**What is required:** Every entry should be duplicated verbatim, and no picture may appear in the copy.

**Source information:**

========

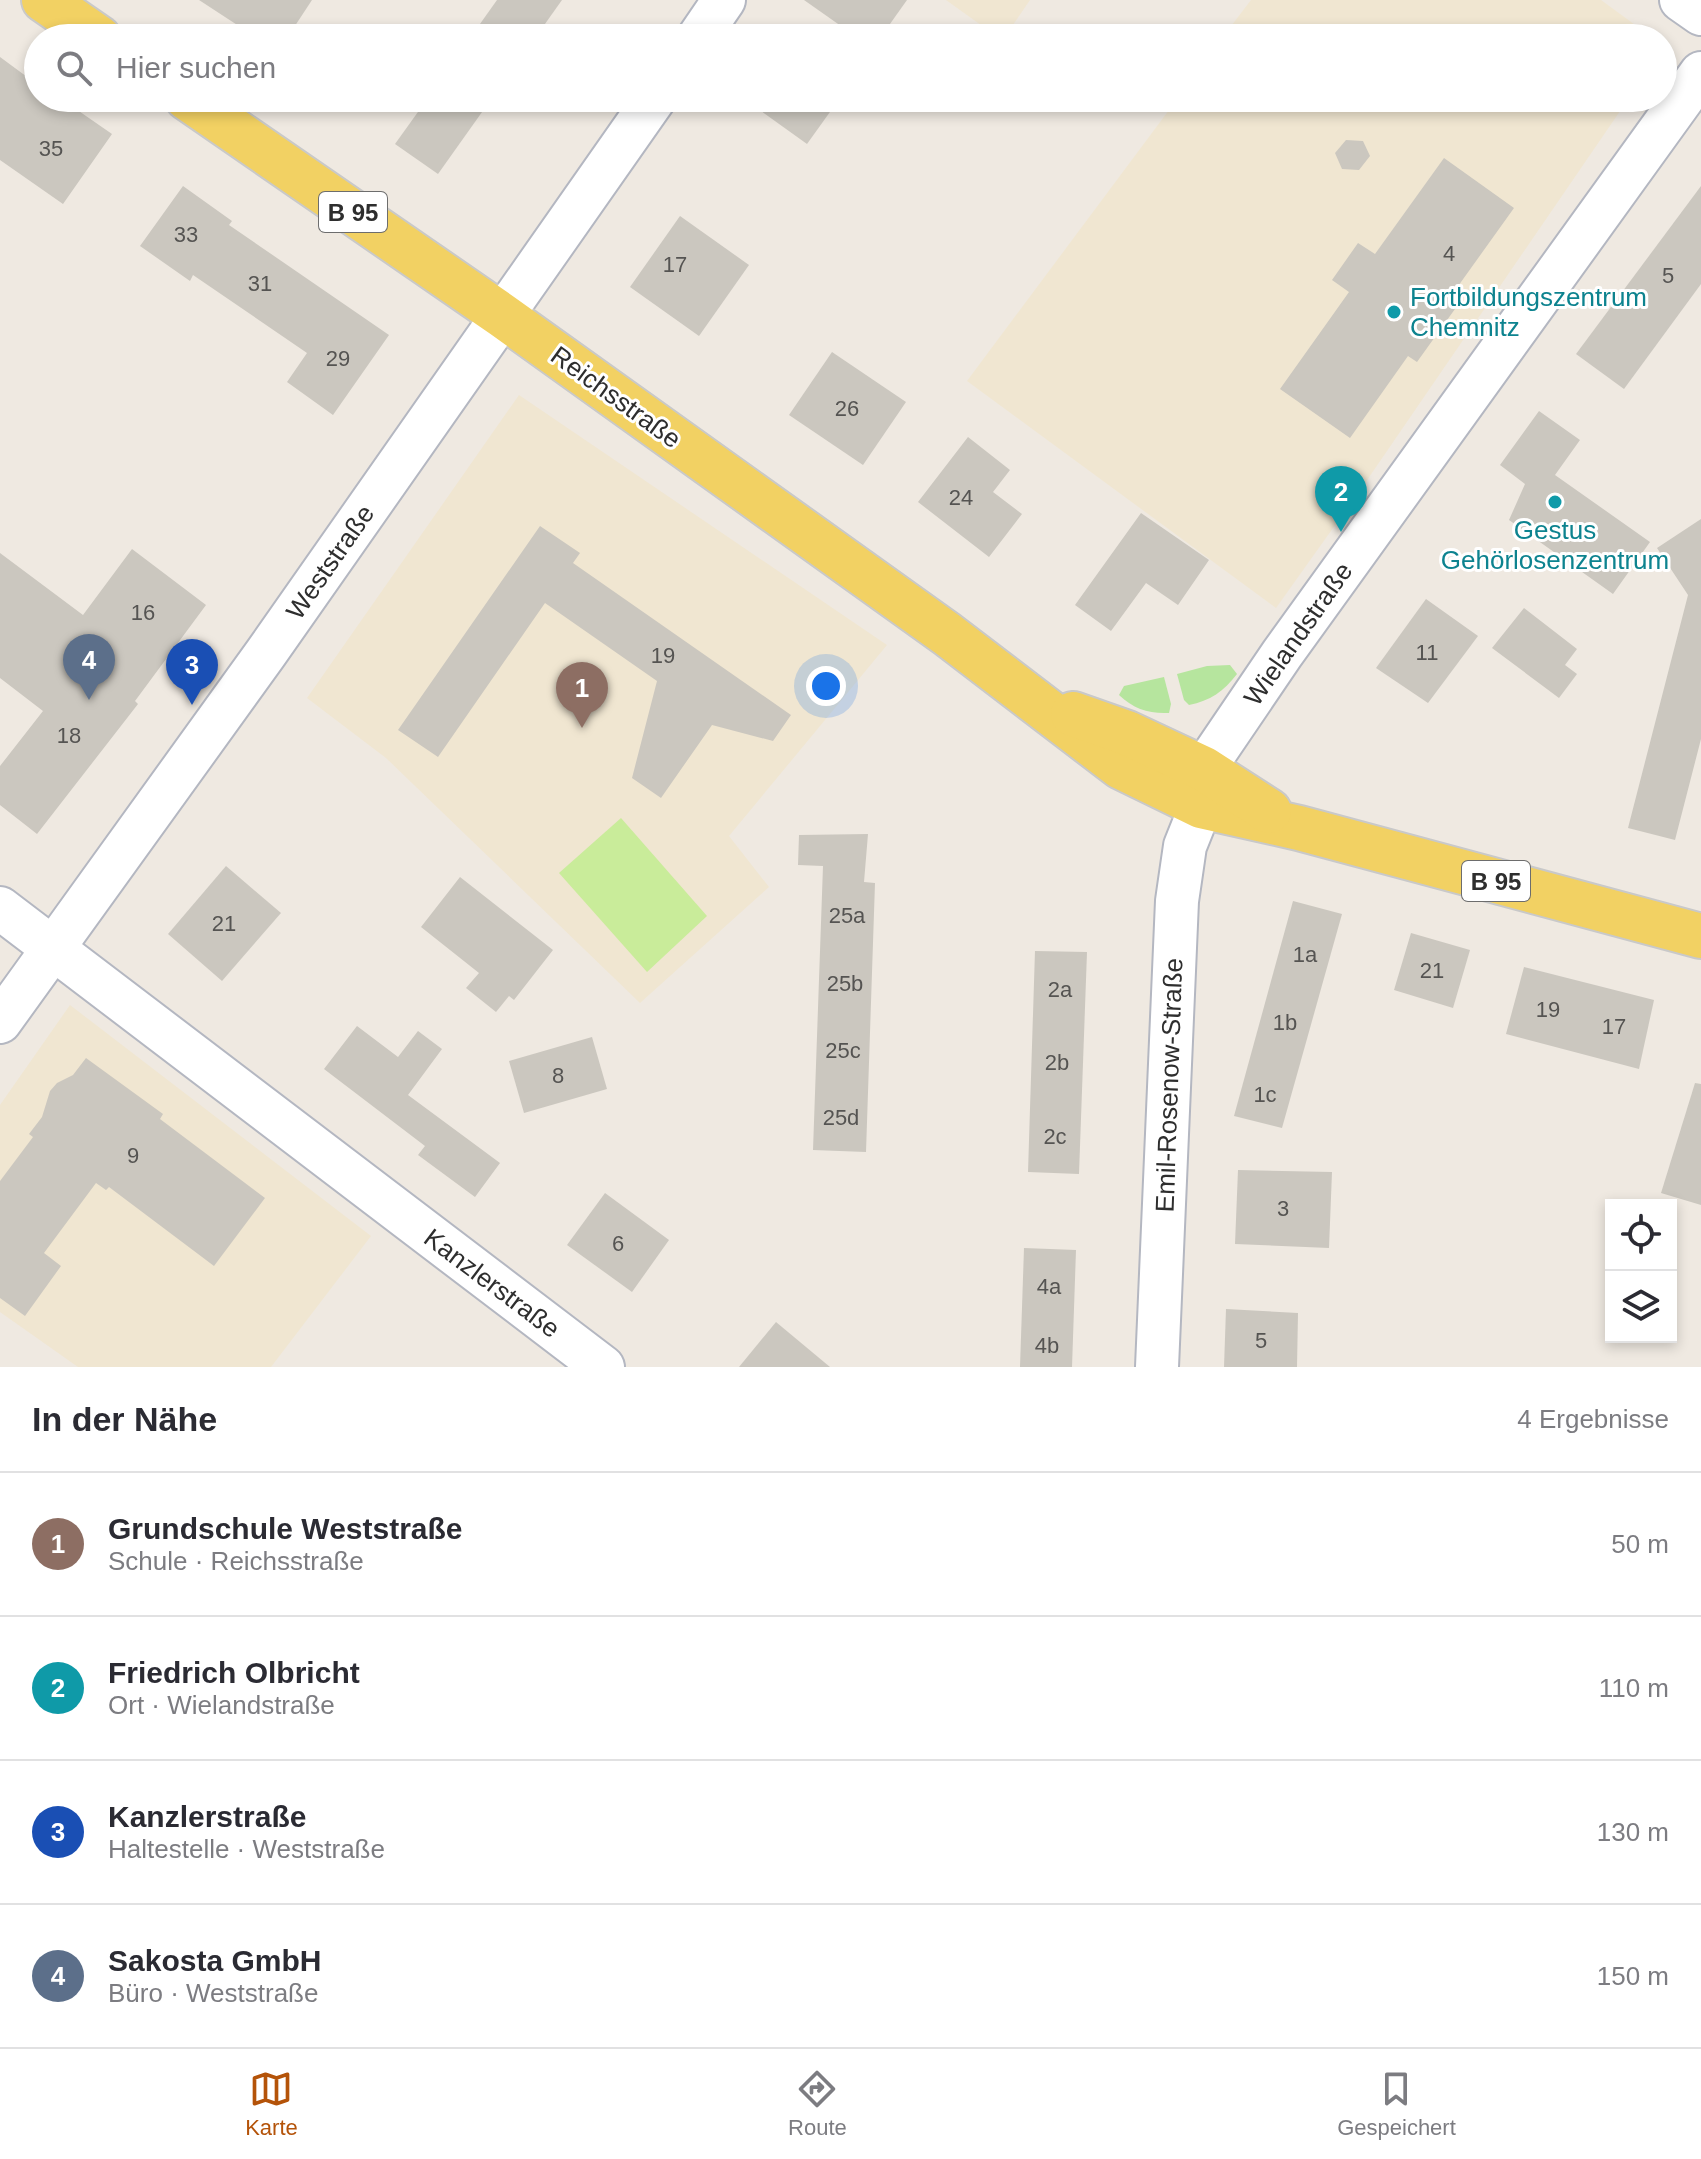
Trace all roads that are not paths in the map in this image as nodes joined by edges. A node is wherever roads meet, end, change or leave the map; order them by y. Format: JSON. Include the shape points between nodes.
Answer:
{"nodes":[{"id":1,"x":44,"y":0,"type":"edge"},
{"id":2,"x":724,"y":0,"type":"edge"},
{"id":3,"x":1681,"y":0,"type":"edge"},
{"id":4,"x":1701,"y":14,"type":"edge"},
{"id":5,"x":79,"y":24,"type":"edge"},
{"id":6,"x":708,"y":24,"type":"edge"},
{"id":7,"x":1701,"y":73,"type":"edge"},
{"id":8,"x":1677,"y":106,"type":"edge"},
{"id":9,"x":207,"y":112,"type":"edge"},
{"id":10,"x":645,"y":112,"type":"edge"},
{"id":11,"x":1673,"y":112,"type":"edge"},
{"id":12,"x":503,"y":316,"type":"junction"},
{"id":13,"x":1202,"y":788,"type":"junction"},
{"id":14,"x":0,"y":908,"type":"edge"},
{"id":15,"x":1701,"y":936,"type":"edge"},
{"id":16,"x":52,"y":948,"type":"junction"},
{"id":17,"x":0,"y":1022,"type":"edge"},
{"id":18,"x":597,"y":1365,"type":"edge"},
{"id":19,"x":1157,"y":1367,"type":"edge"}],
"edges":[{"from":1,"to":5,"type":"main road"},
{"from":2,"to":6,"type":"street"},
{"from":3,"to":4,"type":"street"},
{"from":7,"to":8,"type":"street","name":"Wielandstraße"},
{"from":9,"to":12,"type":"main road","name":"Reichsstraße","number":"B 95"},
{"from":10,"to":12,"type":"street","name":"Weststraße"},
{"from":11,"to":13,"type":"street","name":"Wielandstraße","via":[[1282,654]]},
{"from":12,"to":13,"type":"main road","name":"Reichsstraße","number":"B 95","via":[[1041,703],[1127,733]]},
{"from":12,"to":16,"type":"street","name":"Weststraße"},
{"from":13,"to":15,"type":"main road","name":"Reichsstraße","number":"B 95","via":[[1291,826]]},
{"from":13,"to":19,"type":"street","name":"Emil-Rosenow-Straße","via":[[1185,846],[1177,901]]},
{"from":14,"to":16,"type":"street","name":"Kanzlerstraße"},
{"from":16,"to":17,"type":"street","name":"Weststraße"},
{"from":16,"to":18,"type":"street","name":"Kanzlerstraße"}]}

========

**Answer to the problem:**
Trace all roads that are not paths in the map in this image as nodes joined by edges. A node is wherever roads meet, end, change or leave the map; order them by y. Format: JSON. Include the shape points between nodes.
Answer:
{"nodes":[{"id":1,"x":44,"y":0,"type":"edge"},
{"id":2,"x":724,"y":0,"type":"edge"},
{"id":3,"x":1681,"y":0,"type":"edge"},
{"id":4,"x":1701,"y":14,"type":"edge"},
{"id":5,"x":79,"y":24,"type":"edge"},
{"id":6,"x":708,"y":24,"type":"edge"},
{"id":7,"x":1701,"y":73,"type":"edge"},
{"id":8,"x":1677,"y":106,"type":"edge"},
{"id":9,"x":207,"y":112,"type":"edge"},
{"id":10,"x":645,"y":112,"type":"edge"},
{"id":11,"x":1673,"y":112,"type":"edge"},
{"id":12,"x":503,"y":316,"type":"junction"},
{"id":13,"x":1202,"y":788,"type":"junction"},
{"id":14,"x":0,"y":908,"type":"edge"},
{"id":15,"x":1701,"y":936,"type":"edge"},
{"id":16,"x":52,"y":948,"type":"junction"},
{"id":17,"x":0,"y":1022,"type":"edge"},
{"id":18,"x":597,"y":1365,"type":"edge"},
{"id":19,"x":1157,"y":1367,"type":"edge"}],
"edges":[{"from":1,"to":5,"type":"main road"},
{"from":2,"to":6,"type":"street"},
{"from":3,"to":4,"type":"street"},
{"from":7,"to":8,"type":"street","name":"Wielandstraße"},
{"from":9,"to":12,"type":"main road","name":"Reichsstraße","number":"B 95"},
{"from":10,"to":12,"type":"street","name":"Weststraße"},
{"from":11,"to":13,"type":"street","name":"Wielandstraße","via":[[1282,654]]},
{"from":12,"to":13,"type":"main road","name":"Reichsstraße","number":"B 95","via":[[1041,703],[1127,733]]},
{"from":12,"to":16,"type":"street","name":"Weststraße"},
{"from":13,"to":15,"type":"main road","name":"Reichsstraße","number":"B 95","via":[[1291,826]]},
{"from":13,"to":19,"type":"street","name":"Emil-Rosenow-Straße","via":[[1185,846],[1177,901]]},
{"from":14,"to":16,"type":"street","name":"Kanzlerstraße"},
{"from":16,"to":17,"type":"street","name":"Weststraße"},
{"from":16,"to":18,"type":"street","name":"Kanzlerstraße"}]}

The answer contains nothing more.